* [EXERCISE OBJECTIVE]: In the copy, include every record below exactly as it appears, but no pictures.

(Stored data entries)
==================================================

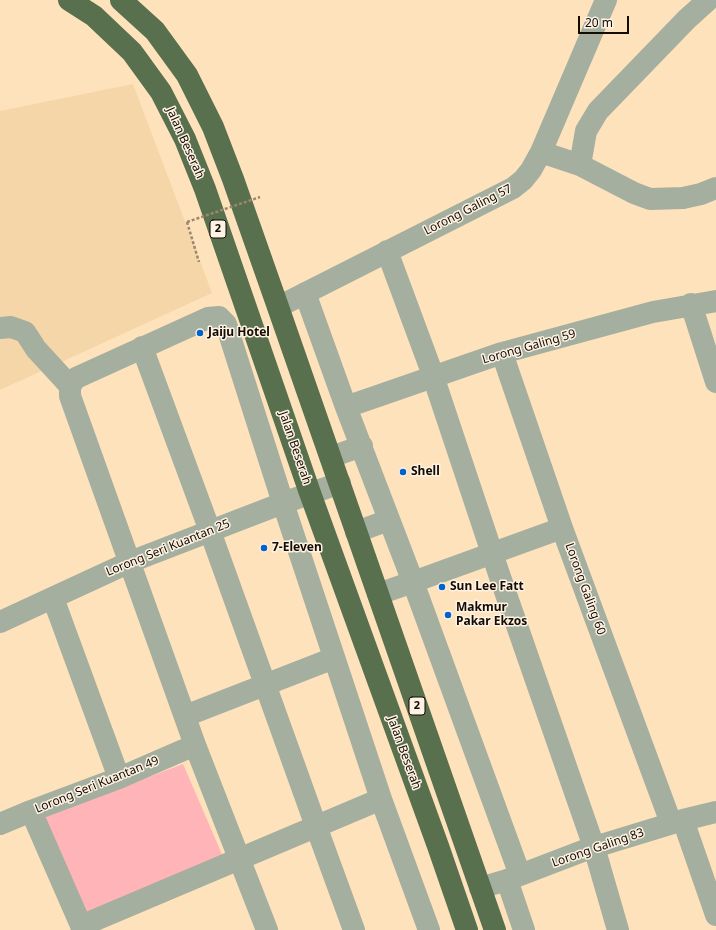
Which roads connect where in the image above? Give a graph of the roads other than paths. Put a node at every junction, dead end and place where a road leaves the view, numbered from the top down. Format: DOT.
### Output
graph roads {
  1 [pos="69,0"];
  2 [pos="121,0"];
  3 [pos="606,0"];
  4 [pos="708,0"];
  5 [pos="541,152"];
  6 [pos="580,165"];
  7 [pos="716,188"];
  8 [pos="387,251"];
  9 [pos="305,293"];
  10 [pos="716,301"];
  11 [pos="691,304"];
  12 [pos="278,307"];
  13 [pos="0,328"];
  14 [pos="142,348"];
  15 [pos="502,353"];
  16 [pos="433,377"];
  17 [pos="716,382"];
  18 [pos="70,386"];
  19 [pos="346,407"];
  20 [pos="362,446"];
  21 [pos="331,457"];
  22 [pos="340,483"];
  23 [pos="310,493"];
  24 [pos="283,503"];
  25 [pos="389,520"];
  26 [pos="562,528"];
  27 [pos="210,531"];
  28 [pos="356,532"];
  29 [pos="493,553"];
  30 [pos="130,562"];
  31 [pos="413,582"];
  32 [pos="378,594"];
  33 [pos="53,598"];
  34 [pos="0,622"];
  35 [pos="334,658"];
  36 [pos="265,686"];
  37 [pos="184,716"];
  38 [pos="195,745"];
  39 [pos="119,778"];
  40 [pos="381,798"];
  41 [pos="31,811"];
  42 [pos="716,812"];
  43 [pos="677,822"];
  44 [pos="0,824"];
  45 [pos="316,826"];
  46 [pos="594,848"];
  47 [pos="239,859"];
  48 [pos="513,878"];
  49 [pos="480,888"];
  50 [pos="716,915"];
  51 [pos="82,928"];
  52 [pos="267,930"];
  53 [pos="354,930"];
  54 [pos="429,930"];
  55 [pos="467,930"];
  56 [pos="495,930"];
  57 [pos="524,930"];
  58 [pos="618,930"];
  1 -- 23 [label="highway, Jalan Beserah / 2"];
  2 -- 12 [label="highway, 2"];
  3 -- 5 [label="street, Lorong Galing 57"];
  4 -- 6 [label="street"];
  5 -- 6 [label="street"];
  5 -- 8 [label="street, Lorong Galing 57"];
  6 -- 7 [label="street"];
  8 -- 9 [label="street, Lorong Galing 57"];
  8 -- 16 [label="street"];
  9 -- 12 [label="street, Lorong Galing 57"];
  9 -- 19 [label="street"];
  10 -- 11 [label="street, Lorong Galing 59"];
  11 -- 15 [label="street, Lorong Galing 59"];
  11 -- 17 [label="street"];
  12 -- 21 [label="highway, 2"];
  13 -- 18 [label="street"];
  14 -- 18 [label="street"];
  14 -- 24 [label="street"];
  14 -- 27 [label="street"];
  15 -- 16 [label="street, Lorong Galing 59"];
  15 -- 26 [label="street, Lorong Galing 60"];
  16 -- 19 [label="street, Lorong Galing 59"];
  16 -- 29 [label="street"];
  18 -- 30 [label="street"];
  19 -- 20 [label="street"];
  20 -- 21 [label="street"];
  20 -- 25 [label="street"];
  21 -- 22 [label="highway, 2"];
  22 -- 23 [label="street, Lorong Seri Kuantan 25"];
  22 -- 28 [label="highway, 2"];
  23 -- 24 [label="street, Lorong Seri Kuantan 25"];
  23 -- 55 [label="highway, Jalan Beserah / 2"];
  24 -- 27 [label="street, Lorong Seri Kuantan 25"];
  24 -- 35 [label="street"];
  25 -- 28 [label="street"];
  25 -- 31 [label="street"];
  26 -- 29 [label="street"];
  26 -- 43 [label="street, Lorong Galing 60"];
  27 -- 30 [label="street, Lorong Seri Kuantan 25"];
  27 -- 36 [label="street"];
  28 -- 32 [label="highway, 2"];
  29 -- 31 [label="street"];
  29 -- 46 [label="street"];
  30 -- 33 [label="street, Lorong Seri Kuantan 25"];
  30 -- 37 [label="street"];
  31 -- 32 [label="street"];
  31 -- 48 [label="street"];
  32 -- 49 [label="highway, 2"];
  33 -- 34 [label="street, Lorong Seri Kuantan 25"];
  33 -- 39 [label="street"];
  35 -- 36 [label="street"];
  35 -- 40 [label="street"];
  36 -- 37 [label="street"];
  36 -- 45 [label="street"];
  37 -- 38 [label="street"];
  38 -- 39 [label="street, Lorong Seri Kuantan 49"];
  38 -- 47 [label="street"];
  39 -- 41 [label="street, Lorong Seri Kuantan 49"];
  40 -- 45 [label="street"];
  40 -- 54 [label="street"];
  41 -- 44 [label="street, Lorong Seri Kuantan 49"];
  41 -- 51 [label="street"];
  42 -- 43 [label="street, Lorong Galing 83"];
  43 -- 46 [label="street, Lorong Galing 83"];
  43 -- 50 [label="street, Lorong Galing 60"];
  45 -- 47 [label="street"];
  45 -- 53 [label="street"];
  46 -- 48 [label="street, Lorong Galing 83"];
  46 -- 58 [label="street"];
  47 -- 51 [label="street"];
  47 -- 52 [label="street"];
  48 -- 49 [label="street, Lorong Galing 83"];
  48 -- 57 [label="street"];
  49 -- 56 [label="highway, 2"];
}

==================================================

* [ANSWER BOX]:
Which roads connect where in the image above? Give a graph of the roads other than paths. Put a node at every junction, dead end and place where a road leaves the view, numbered from the top down. Format: DOT.
### Output
graph roads {
  1 [pos="69,0"];
  2 [pos="121,0"];
  3 [pos="606,0"];
  4 [pos="708,0"];
  5 [pos="541,152"];
  6 [pos="580,165"];
  7 [pos="716,188"];
  8 [pos="387,251"];
  9 [pos="305,293"];
  10 [pos="716,301"];
  11 [pos="691,304"];
  12 [pos="278,307"];
  13 [pos="0,328"];
  14 [pos="142,348"];
  15 [pos="502,353"];
  16 [pos="433,377"];
  17 [pos="716,382"];
  18 [pos="70,386"];
  19 [pos="346,407"];
  20 [pos="362,446"];
  21 [pos="331,457"];
  22 [pos="340,483"];
  23 [pos="310,493"];
  24 [pos="283,503"];
  25 [pos="389,520"];
  26 [pos="562,528"];
  27 [pos="210,531"];
  28 [pos="356,532"];
  29 [pos="493,553"];
  30 [pos="130,562"];
  31 [pos="413,582"];
  32 [pos="378,594"];
  33 [pos="53,598"];
  34 [pos="0,622"];
  35 [pos="334,658"];
  36 [pos="265,686"];
  37 [pos="184,716"];
  38 [pos="195,745"];
  39 [pos="119,778"];
  40 [pos="381,798"];
  41 [pos="31,811"];
  42 [pos="716,812"];
  43 [pos="677,822"];
  44 [pos="0,824"];
  45 [pos="316,826"];
  46 [pos="594,848"];
  47 [pos="239,859"];
  48 [pos="513,878"];
  49 [pos="480,888"];
  50 [pos="716,915"];
  51 [pos="82,928"];
  52 [pos="267,930"];
  53 [pos="354,930"];
  54 [pos="429,930"];
  55 [pos="467,930"];
  56 [pos="495,930"];
  57 [pos="524,930"];
  58 [pos="618,930"];
  1 -- 23 [label="highway, Jalan Beserah / 2"];
  2 -- 12 [label="highway, 2"];
  3 -- 5 [label="street, Lorong Galing 57"];
  4 -- 6 [label="street"];
  5 -- 6 [label="street"];
  5 -- 8 [label="street, Lorong Galing 57"];
  6 -- 7 [label="street"];
  8 -- 9 [label="street, Lorong Galing 57"];
  8 -- 16 [label="street"];
  9 -- 12 [label="street, Lorong Galing 57"];
  9 -- 19 [label="street"];
  10 -- 11 [label="street, Lorong Galing 59"];
  11 -- 15 [label="street, Lorong Galing 59"];
  11 -- 17 [label="street"];
  12 -- 21 [label="highway, 2"];
  13 -- 18 [label="street"];
  14 -- 18 [label="street"];
  14 -- 24 [label="street"];
  14 -- 27 [label="street"];
  15 -- 16 [label="street, Lorong Galing 59"];
  15 -- 26 [label="street, Lorong Galing 60"];
  16 -- 19 [label="street, Lorong Galing 59"];
  16 -- 29 [label="street"];
  18 -- 30 [label="street"];
  19 -- 20 [label="street"];
  20 -- 21 [label="street"];
  20 -- 25 [label="street"];
  21 -- 22 [label="highway, 2"];
  22 -- 23 [label="street, Lorong Seri Kuantan 25"];
  22 -- 28 [label="highway, 2"];
  23 -- 24 [label="street, Lorong Seri Kuantan 25"];
  23 -- 55 [label="highway, Jalan Beserah / 2"];
  24 -- 27 [label="street, Lorong Seri Kuantan 25"];
  24 -- 35 [label="street"];
  25 -- 28 [label="street"];
  25 -- 31 [label="street"];
  26 -- 29 [label="street"];
  26 -- 43 [label="street, Lorong Galing 60"];
  27 -- 30 [label="street, Lorong Seri Kuantan 25"];
  27 -- 36 [label="street"];
  28 -- 32 [label="highway, 2"];
  29 -- 31 [label="street"];
  29 -- 46 [label="street"];
  30 -- 33 [label="street, Lorong Seri Kuantan 25"];
  30 -- 37 [label="street"];
  31 -- 32 [label="street"];
  31 -- 48 [label="street"];
  32 -- 49 [label="highway, 2"];
  33 -- 34 [label="street, Lorong Seri Kuantan 25"];
  33 -- 39 [label="street"];
  35 -- 36 [label="street"];
  35 -- 40 [label="street"];
  36 -- 37 [label="street"];
  36 -- 45 [label="street"];
  37 -- 38 [label="street"];
  38 -- 39 [label="street, Lorong Seri Kuantan 49"];
  38 -- 47 [label="street"];
  39 -- 41 [label="street, Lorong Seri Kuantan 49"];
  40 -- 45 [label="street"];
  40 -- 54 [label="street"];
  41 -- 44 [label="street, Lorong Seri Kuantan 49"];
  41 -- 51 [label="street"];
  42 -- 43 [label="street, Lorong Galing 83"];
  43 -- 46 [label="street, Lorong Galing 83"];
  43 -- 50 [label="street, Lorong Galing 60"];
  45 -- 47 [label="street"];
  45 -- 53 [label="street"];
  46 -- 48 [label="street, Lorong Galing 83"];
  46 -- 58 [label="street"];
  47 -- 51 [label="street"];
  47 -- 52 [label="street"];
  48 -- 49 [label="street, Lorong Galing 83"];
  48 -- 57 [label="street"];
  49 -- 56 [label="highway, 2"];
}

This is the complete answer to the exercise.